The most common types of injury observed in this study–fractures, contusions or abrasions, strains or sprains, and lacerations–might not be expected to usually require extensive medical intervention. This is consistent with the observation that most of the patients were treated or examined at the ED and released. The prior zipline-related injury studies using NEISS data observed a similar pattern of patient disposition.4,5

This study has limitations. To identify cases, all records where the Narrative fields contained particular letter groups were first selected and then the Narrative field for each record was reviewed to determine whether the injury was zipline-related. The study would not include any records with zipline-related injuries that did not include the letter groups of interest or clearly indicated that the injury was zipline-related.

In addition, a person injured by a zipline may experience multiple injuries of the same or multiple body parts. This study was limited to the data fields that coded the single most severe diagnosis and affected body part because these were the only fields that consistently documented diagnosis and affected body part throughout the entire study period. Thus, a higher proportion of patients may have experienced lower extremity injuries.

Furthermore, only the author selected the records for inclusion in the study and assigned the mechanism of injury. Moreover, the study only included those patients treated at hospital EDs. Examination of patients treated elsewhere would provide a more complete understanding of zipline-related lower extremity injuries.
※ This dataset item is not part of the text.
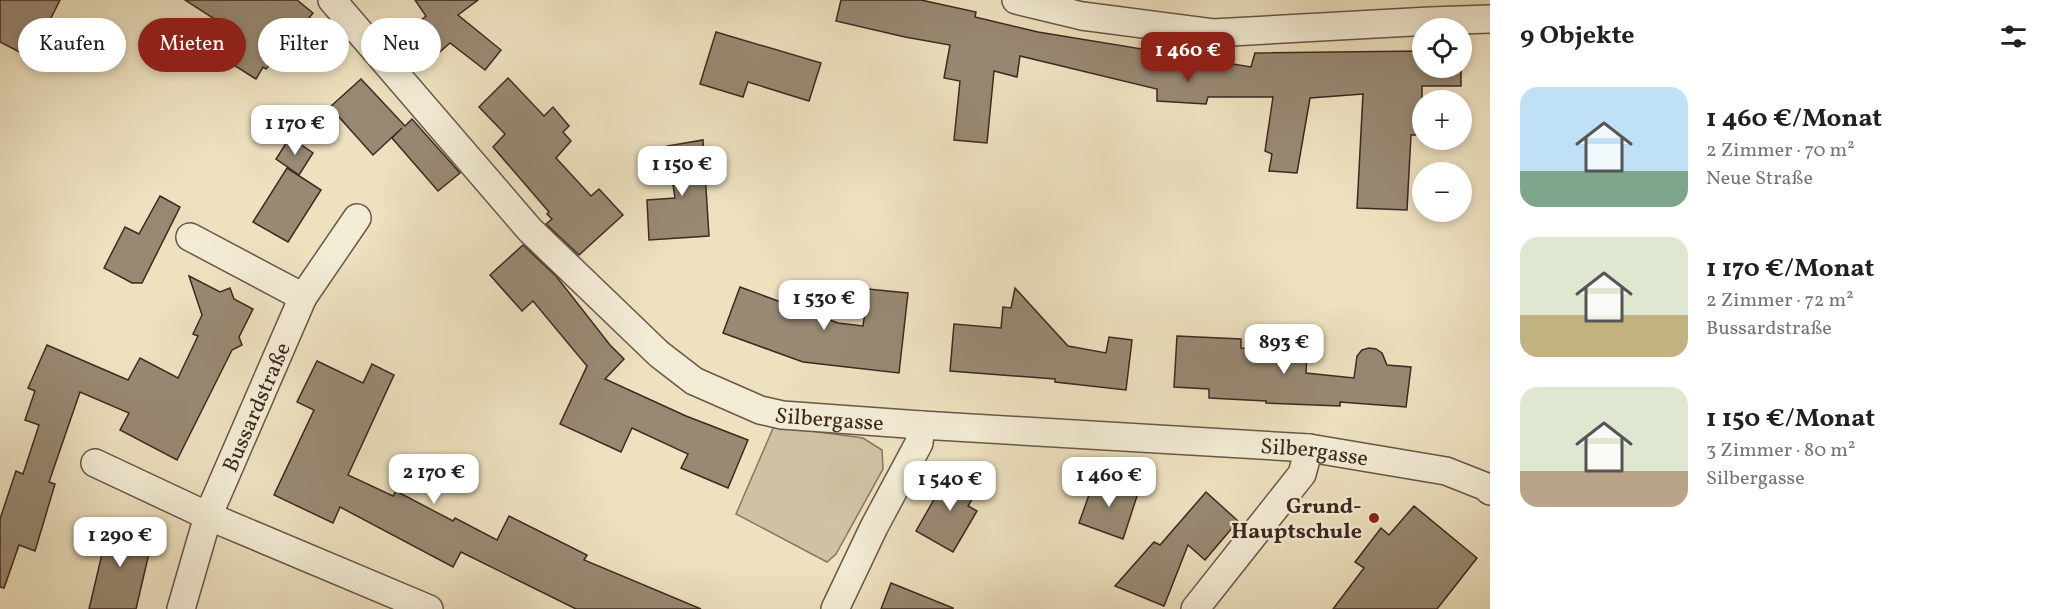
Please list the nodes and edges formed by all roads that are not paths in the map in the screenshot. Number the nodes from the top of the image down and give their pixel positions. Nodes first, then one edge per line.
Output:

In conclusion, zipline-related lower extremity injuries increased during the last 25 years. The highest proportion of injuries involved children aged 6-12 years, and most of the patients were female. Roughly equal proportions of lower extremity injuries were due to falls and collisions or hits. While most of the injuries occurred at a place of recreation or sports, injuries also occurred at home and school. The information in this study may be useful for the creation and implementation of strategies to reduce the risk of zipline-related lower extremity injuries.

Mathias B. Forrester, BS, is an independent researcher in Austin, Texas. Now retired, he has performed public health research for various universities, government programs, and other organizations for 40 years.